Mosaic Miami
- Formation: 1935
- Type: 501(c)(3)
- Legal status: Nonprofit Organization
- Headquarters: Coral Gables, Florida, United States
- Region served: Greater Miami area
- Services: Interfaith Clergy Dialogue, Camp MetroTown, Emerging Leaders, Humanitarian Dinner, Can We Talk?, Hank Meyer Headliner Award
- Executive Director: Matthew Anderson
- Website: https://www.mosaic-miami.org/
- Formerly called: Miami Coalition of Christians and Jews, MCCJ

= Mosaic Miami =

U.S. nonprofit organization

Mosaic Miami, formerly the Miami Coalition of Christians and Jews, is a nonsectarian nonprofit organization dedicated to advancing understanding and respect among people of all cultures, religions and races. The organization strives for a community free from intolerance in which every person enjoys dignity and respect.

== History ==
The agency was founded in 1935 as a regional chapter of the National Conference of Christians and Jews (NCCJ), which later became the National Conference for Community and Justice. As part of the decentralization of NCCJ, the agency became an independent 501c3 in 2005 and—returning to its roots—changed its name to Miami Coalition of Christians and Jews.

Following the 1980 McDuffie riots, MCCJ worked with the Community Relations Board to formulate policy recommendations through a process of community hearings which resulted in the Overcoming Racial and Ethnic Isolation in Miami report.

== Activities ==
===Community Relations and Intergroup Dialogue===
Since its creation in 1935, the agency has worked for improving intergroup relations by creating safe havens for dialogue, training inclusive leaders, highlighting the benefits of diversity, and building bridges of understanding and respect among the different communities that call Greater Miami home.

Often characterized as a human relations organization, Mosaic Miami is also a human rights organization, advocating respect for all, working to eliminate discrimination and helping minorities gain rights, access and a greater voice. Mosaic Miami was at the forefront of the local struggle for racial justice—organizing mixed youth groups and community events in times of segregation.

Since 1935, Mosaic Miami organizes monthly Clergy Dialogues on theological and social issues among faith leaders of all denominations, thus hosting the oldest interfaith dialogue forum in the United States.

=== Law Enforcement Partnerships ===
Mosaic Miami also worked with the Miami Dade and City of Miami Police Departments, facilitating diversity training and community conversations with law enforcement professionals.

After the Elian Gonzales controversy, Mosaic Miami and the Miami Herald co-facilitated nine community dialogues with different leadership sectors.

=== Youth Development ===
In the area of youth development, Mosaic Miami's Heritage Panel is a prejudice reduction program that empowers high school students to explore cultural diversity and develop self-esteem, while fostering values that support the appreciation of differences. The program reduces bullying, taunting, cliques and harassment in the classroom while allowing students to take pride in their heritage and identity.

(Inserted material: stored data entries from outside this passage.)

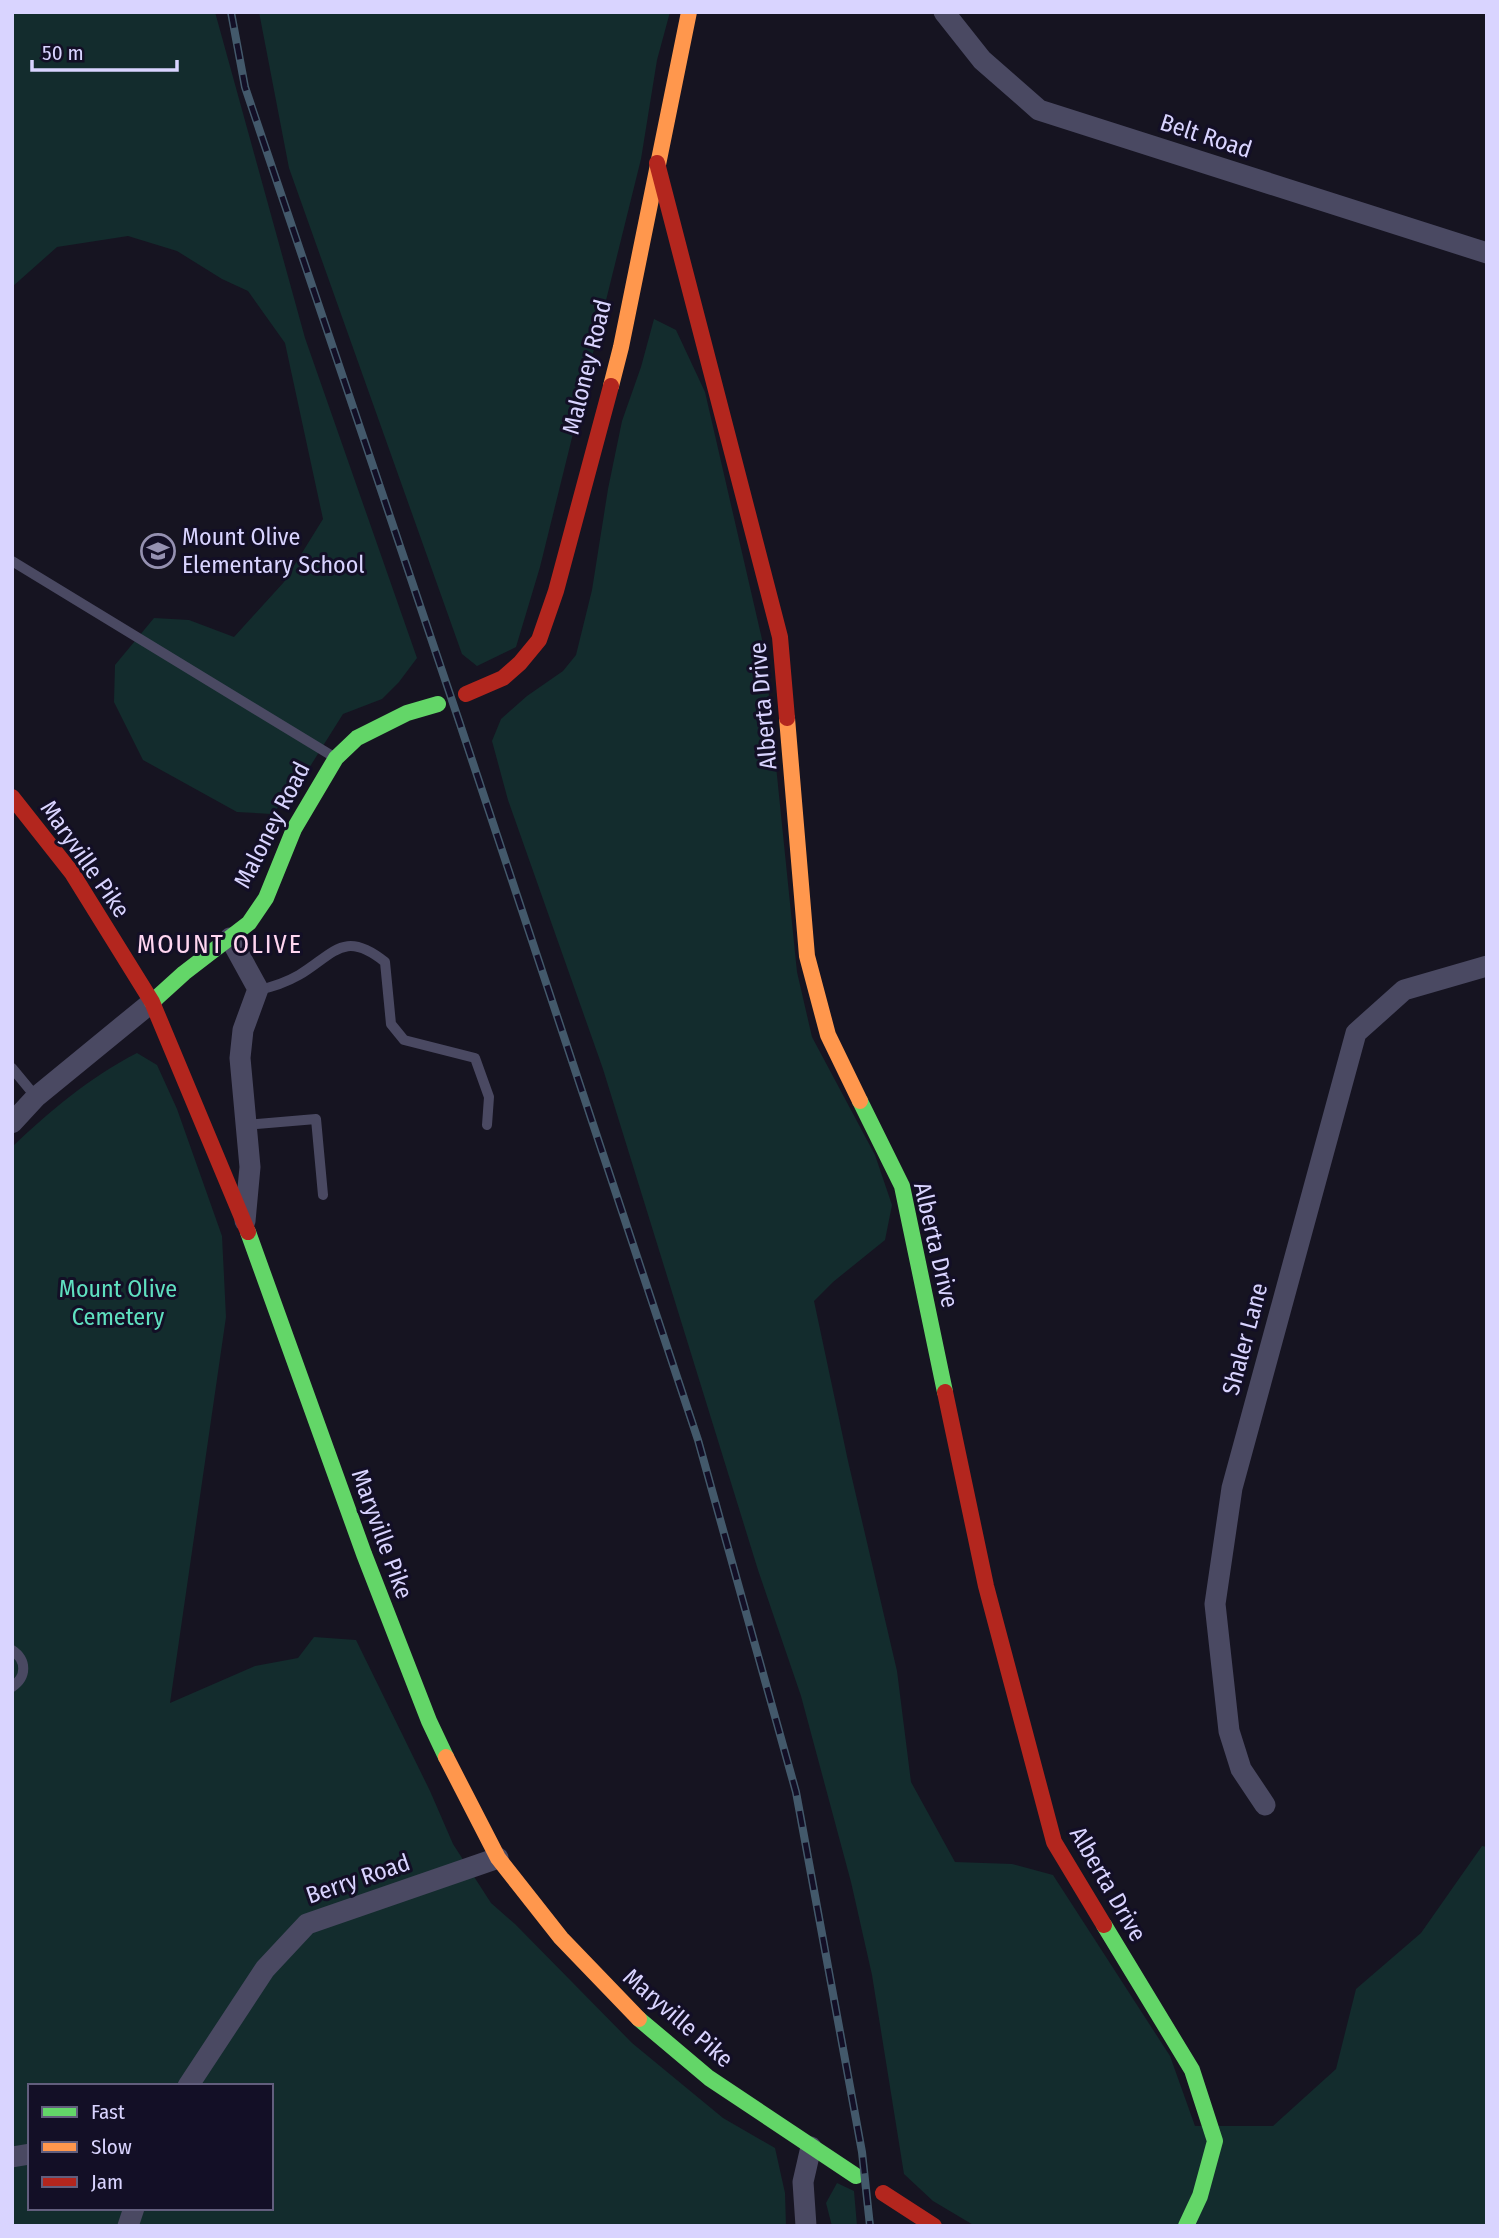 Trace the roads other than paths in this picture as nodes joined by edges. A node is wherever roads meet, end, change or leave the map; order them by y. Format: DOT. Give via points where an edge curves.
graph roads {
  1 [pos="689,12"];
  2 [pos="944,12"];
  3 [pos="657,163"];
  4 [pos="1487,253"];
  5 [pos="12,561"];
  6 [pos="466,694"];
  7 [pos="438,704"];
  8 [pos="336,758"];
  9 [pos="12,797"];
  10 [pos="230,938"];
  11 [pos="1487,966"];
  12 [pos="258,990"];
  13 [pos="152,1002"];
  14 [pos="12,1068"];
  15 [pos="36,1097"];
  16 [pos="12,1123"];
  17 [pos="245,1125"];
  18 [pos="487,1125"];
  19 [pos="323,1195"];
  20 [pos="245,1223"];
  21 [pos="12,1650"];
  22 [pos="12,1687"];
  23 [pos="1265,1805"];
  24 [pos="498,1858"];
  25 [pos="189,2084"];
  26 [pos="811,2147"];
  27 [pos="856,2176"];
  28 [pos="883,2193"];
  29 [pos="806,2226"];
  30 [pos="934,2226"];
  31 [pos="1186,2226"];
  1 -- 3 [label="street, Maloney Road"];
  2 -- 4 [label="street, Belt Road" via="982,60 1039,110"];
  3 -- 6 [label="street, Maloney Road" via="621,347 543,628 533,648 503,678"];
  3 -- 31 [label="street, Alberta Drive" via="780,637 807,956 828,1035 902,1186 986,1586 1054,1842 1192,2070 1215,2141 1200,2196"];
  5 -- 8 [label="lane"];
  7 -- 8 [label="street, Maloney Road" via="407,713 357,738"];
  8 -- 10 [label="street, Maloney Road" via="294,829 266,898 250,923"];
  9 -- 13 [label="street, Maryville Pike" via="72,873"];
  10 -- 12 [label="street"];
  10 -- 13 [label="street, Maloney Road"];
  11 -- 23 [label="street, Shaler Lane" via="1404,990 1356,1033 1232,1488 1215,1604 1229,1731 1241,1769"];
  12 -- 17 [label="street" via="243,1030 240,1058"];
  12 -- 18 [label="lane" via="282,985 335,949 350,946 373,952 385,962 391,1024 404,1040 475,1058 489,1097"];
  13 -- 15 [label="street"];
  13 -- 20 [label="street, Maryville Pike"];
  14 -- 15 [label="lane"];
  15 -- 16 [label="street"];
  17 -- 19 [label="lane" via="316,1119"];
  17 -- 20 [label="street" via="250,1167"];
  20 -- 24 [label="street, Maryville Pike" via="363,1554 429,1721"];
  21 -- 22 [label="lane" via="24,1666 21,1679"];
  24 -- 25 [label="street, Berry Road" via="307,1923 265,1969"];
  24 -- 26 [label="street, Maryville Pike" via="561,1938 632,2013 709,2078"];
  26 -- 27 [label="street, Maryville Pike"];
  26 -- 29 [label="street" via="803,2182"];
  28 -- 30 [label="street"];
} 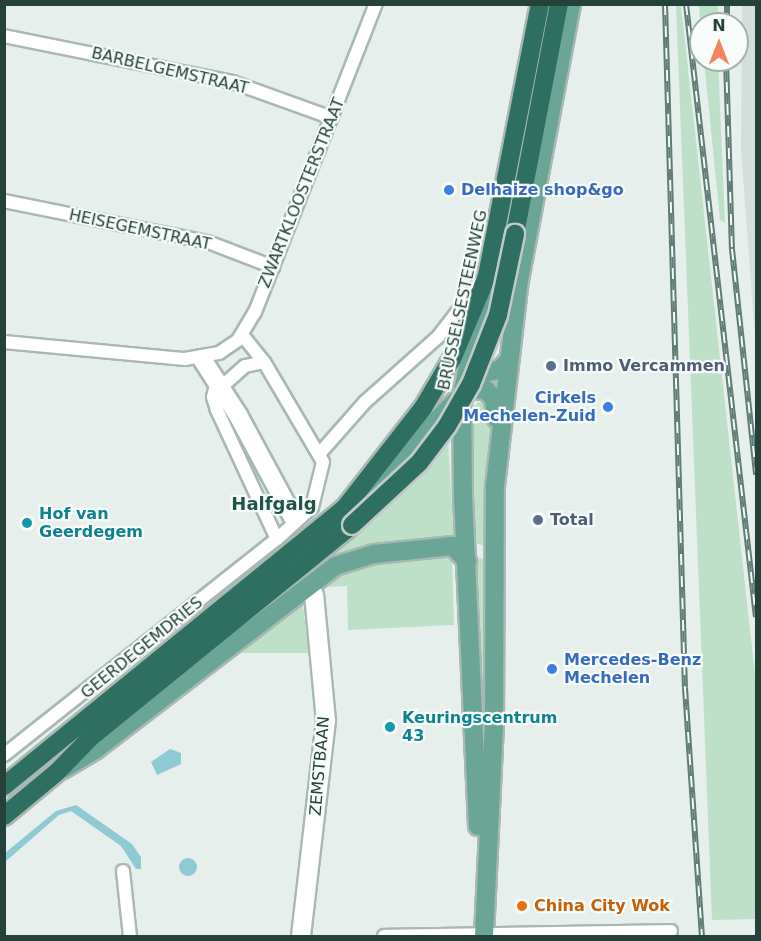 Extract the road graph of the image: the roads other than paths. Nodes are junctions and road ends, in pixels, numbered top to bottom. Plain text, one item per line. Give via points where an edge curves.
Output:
1 (376, 4) edge
2 (540, 4) edge
3 (559, 4) edge
4 (571, 4) edge
5 (4, 36) edge
6 (332, 118) junction
7 (4, 201) edge
8 (273, 267) junction
9 (487, 276) junction
10 (242, 335) junction
11 (4, 342) edge
12 (471, 351) junction
13 (207, 357) junction
14 (509, 360) junction
15 (264, 362) junction
16 (221, 383) junction
17 (462, 394) junction
18 (320, 453) junction
19 (495, 486) junction
20 (293, 517) tunnel mouth
21 (348, 517) junction
22 (277, 539) junction
23 (467, 561) junction
24 (314, 595) tunnel mouth
25 (484, 749) junction
26 (4, 755) edge
27 (57, 773) junction
28 (4, 786) edge
29 (4, 816) edge
30 (123, 871) dead end
31 (671, 931) dead end
32 (654, 934) edge
33 (484, 935) edge
34 (130, 936) edge
35 (301, 936) edge
36 (384, 936) edge

1 - 6 street, ZWARTKLOOSTERSTRAAT
2 - 9 highway, BRUSSELSESTEENWEG
3 - 21 highway, bridge via 498,315 471,384 419,463
4 - 14 main road, BRUSSELSESTEENWEG via 533,200
5 - 6 street, BARBELGEMSTRAAT via 232,82
6 - 8 street, ZWARTKLOOSTERSTRAAT
7 - 8 street, HEISEGEMSTRAAT via 208,242
8 - 10 street, ZWARTKLOOSTERSTRAAT
9 - 12 main road, BRUSSELSESTEENWEG
9 - 18 street via 470,291 438,337 365,402
9 - 21 highway via 439,384
10 - 13 street, ZWARTKLOOSTERSTRAAT
10 - 15 street
11 - 13 street
12 - 14 main road via 476,366 487,372 500,370
12 - 17 main road, BRUSSELSESTEENWEG
13 - 16 street
14 - 19 main road, BRUSSELSESTEENWEG
15 - 16 street via 245,366
15 - 18 street
16 - 20 street
16 - 22 street via 213,397 217,410
17 - 19 main road via 478,388 495,399
17 - 21 main road
17 - 23 main road, BRUSSELSESTEENWEG
18 - 22 street, GEERDEGEMDRIES via 323,471 316,500 307,514
19 - 25 main road, BRUSSELSESTEENWEG
21 - 27 highway via 91,737
21 - 28 highway
22 - 26 street, GEERDEGEMDRIES
23 - 25 main road, BRUSSELSESTEENWEG
23 - 27 main road via 453,546 374,554 335,566 96,749
24 - 35 street, ZEMSTBAAN via 326,721
25 - 33 main road, BRUSSELSESTEENWEG
27 - 29 highway
30 - 34 street
31 - 32 street
32 - 33 street
33 - 36 street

Using a peer education methodology, Heritage Panel presentations conducted by the program graduates create a ripple effect that improves the school climate, thereby enabling more students to reach their full potential.

Mosaic Miami facilitates Camp MetroTown, an annual summer camp program hosted at Barry University in Miami Shores, Florida. Based on the Camp AnyTown program created in the 1960s by the National Conference for Community and Justice, the program focuses on creating a safe space for students to discuss community issues.

=== Community Awards ===
Annually, at its Humanitarian Awards Gala, Mosaic Miami honors community leaders who have made exceptional contributions to improving human and intergroup relations in Greater Miami.

The Hank Meyer Award for Excellence in Responsible Journalism is an award presented by Mosaic Miami to individuals who have contributed greatly to enhancing community dialogue and advancing diversity. Established in the 1970s, the award has honored many prominent journalists, such as Barbara Walters, John Quiñones, and Tom Brokaw.

== Name Change ==
In 2023 at their annual Humanitarian Awards Gala, MCCJ rebranded itself as "Mosaic Miami." The new name was intended to better reflect the organization's evolving mission of interfaith relations and community dialogue, while acknowledging the diversity of the Greater Miami community. Through a grant from the Knight Foundation, Mosaic Miami engaged Roar Media to assist with the rebranding effort, with the goal of maintaining the organization's legacy.